Features Maximization (FMC) is a features selection method described in Lamirel, J.-C., Cuxac, P., & Hajlaoui, K. (2016). A Novel Approach to Feature Selection Based on Quality Estimation Metrics. In Advances in Knowledge Discovery and Management (pp. 121–140). Springer International Publishing. https://doi.org/10.1007/978-3-319-45763-5_7.

This metric is computed by applying the following steps:

  1. Compute the Features F-Measure metric (based on Features Recall and Features Predominance metrics).

    (a) The Features Recall FR[f][c] for a given class c and a given feature f is the ratio between the sum of the vectors weights of the feature f for data in class c and the sum of all vectors weights of feature f for all data. It answers the question: "Can the feature f distinguish the class c from other classes c' ?"

    (b) The Features Predominance FP[f][c] for a given class c and a given feature f is the ratio between the sum of the vectors weights of the feature f for data in class c and the sum of all vectors weights of all feature f' for data in class c. It answers the question: "Can the feature f better identify the class c than the other features f' ?"

    (c) The Features F-Measure FM[f][c] for a given class c and a given feature f is the harmonic mean of the Features Recall (a) and the Features Predominance (c). It answers the question: "How much information does the feature f contain about the class c ?"

  2. Compute the Features Selection (based on F-Measure Overall Average comparison).

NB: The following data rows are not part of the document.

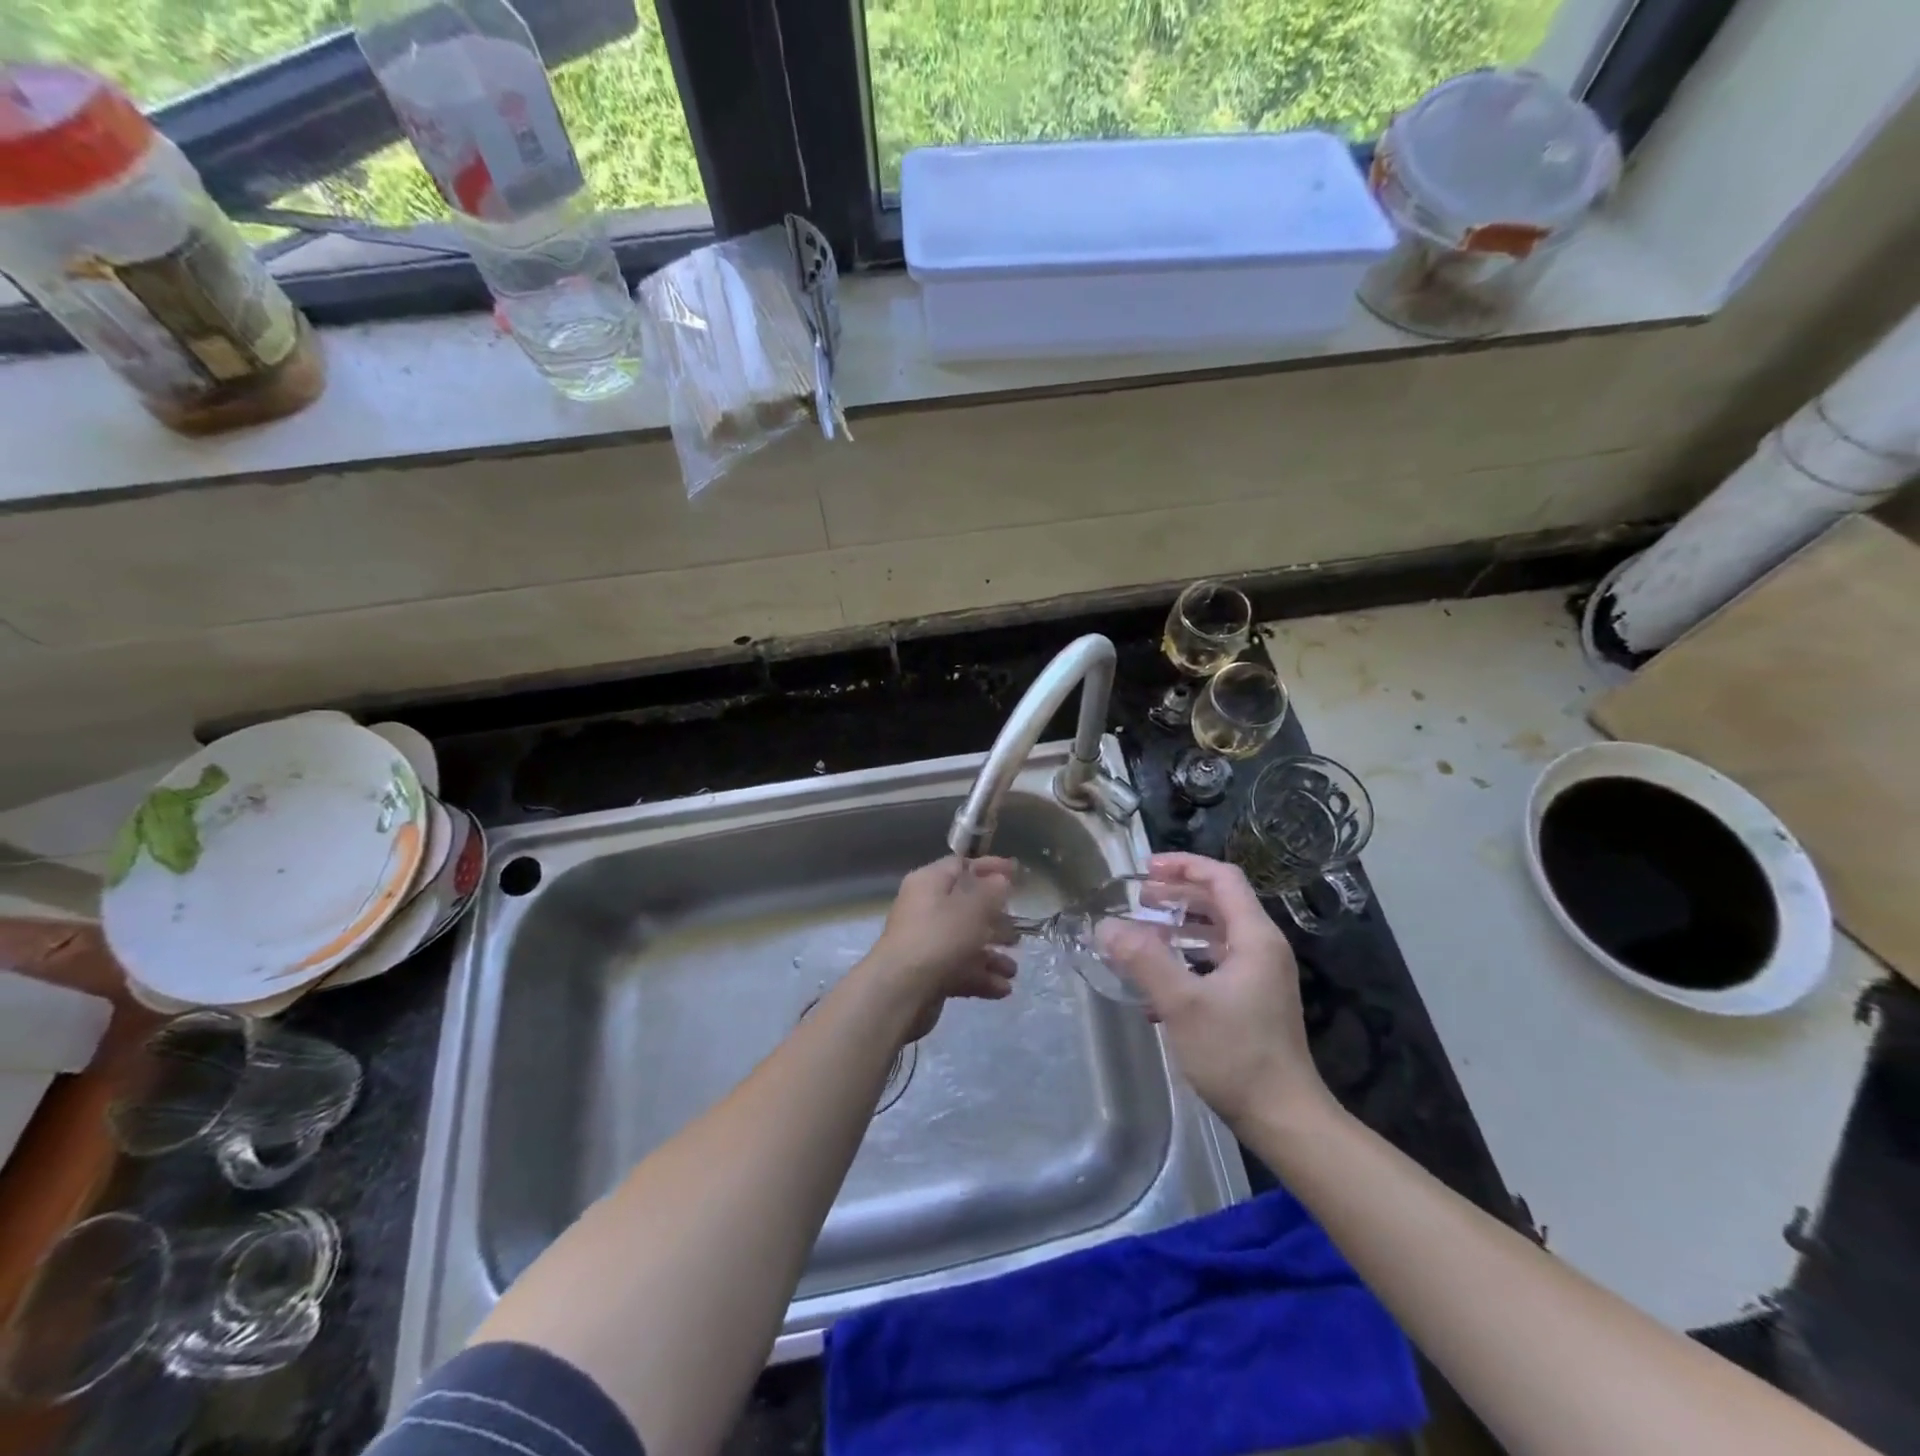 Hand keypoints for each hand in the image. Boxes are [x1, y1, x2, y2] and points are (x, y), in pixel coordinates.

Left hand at [865, 856, 1017, 1041]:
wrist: (902, 991)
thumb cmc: (940, 936)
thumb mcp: (973, 906)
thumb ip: (992, 890)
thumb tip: (999, 880)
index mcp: (929, 882)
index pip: (961, 865)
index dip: (989, 867)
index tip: (1017, 874)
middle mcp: (924, 909)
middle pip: (965, 906)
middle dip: (995, 919)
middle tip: (1018, 928)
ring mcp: (926, 943)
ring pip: (965, 942)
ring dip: (992, 954)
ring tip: (1012, 969)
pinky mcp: (928, 974)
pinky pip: (960, 969)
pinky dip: (981, 977)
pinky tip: (1003, 989)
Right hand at [1094, 852, 1328, 1127]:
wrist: (1284, 1118)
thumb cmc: (1236, 1054)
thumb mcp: (1182, 1004)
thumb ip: (1143, 959)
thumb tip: (1105, 926)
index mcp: (1255, 938)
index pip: (1222, 878)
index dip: (1184, 866)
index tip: (1145, 870)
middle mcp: (1262, 949)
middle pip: (1219, 901)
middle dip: (1177, 893)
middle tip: (1138, 898)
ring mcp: (1259, 976)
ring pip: (1216, 933)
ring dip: (1179, 925)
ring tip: (1142, 931)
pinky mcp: (1252, 1000)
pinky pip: (1216, 961)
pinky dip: (1186, 957)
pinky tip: (1156, 980) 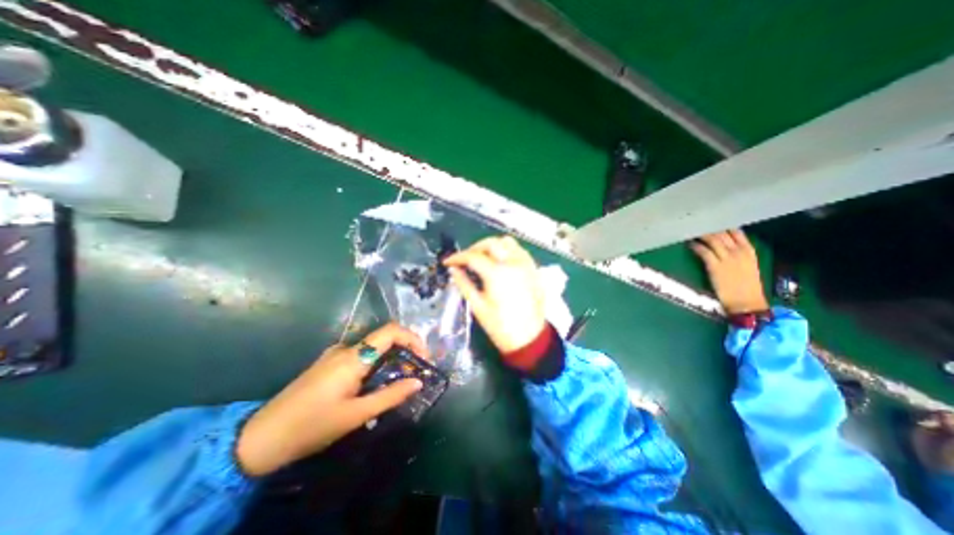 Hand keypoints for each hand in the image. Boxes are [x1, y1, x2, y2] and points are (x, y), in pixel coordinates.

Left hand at [236, 321, 429, 476]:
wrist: (260, 439)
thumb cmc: (312, 426)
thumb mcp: (356, 415)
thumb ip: (390, 396)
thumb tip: (418, 382)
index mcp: (353, 357)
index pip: (391, 331)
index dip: (413, 338)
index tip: (423, 358)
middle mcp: (346, 349)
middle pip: (384, 338)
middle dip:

    (d) The F-Measure Overall Average is the average of Features F-Measure (c) for all classes c and for all features f. It answers the question: "What are the mean of information contained by features in all classes ?"

    (e) A feature f is Selected if and only if it exist at least one class c for which the Features F-Measure (c) FM[f][c] is bigger than the F-Measure Overall Average (d). It answers the question: "What are the features which contain more information than the mean of information in the dataset ?"

    (f) A Feature f is Deleted if and only if the Features F-Measure (c) FM[f][c] is always lower than the F-Measure Overall Average (d) for each class c. It answers the question: "What are the features which do not contain more information than the mean of information in the dataset ?"

  3. Compute the Features Contrast and Features Activation (based on F-Measure Marginal Averages comparison).

    (g) The F-Measure Marginal Averages for a given feature f is the average of Features F-Measure (c) for all classes c and for the given feature f. It answers the question: "What are the mean of information contained by the feature f in all classes ?"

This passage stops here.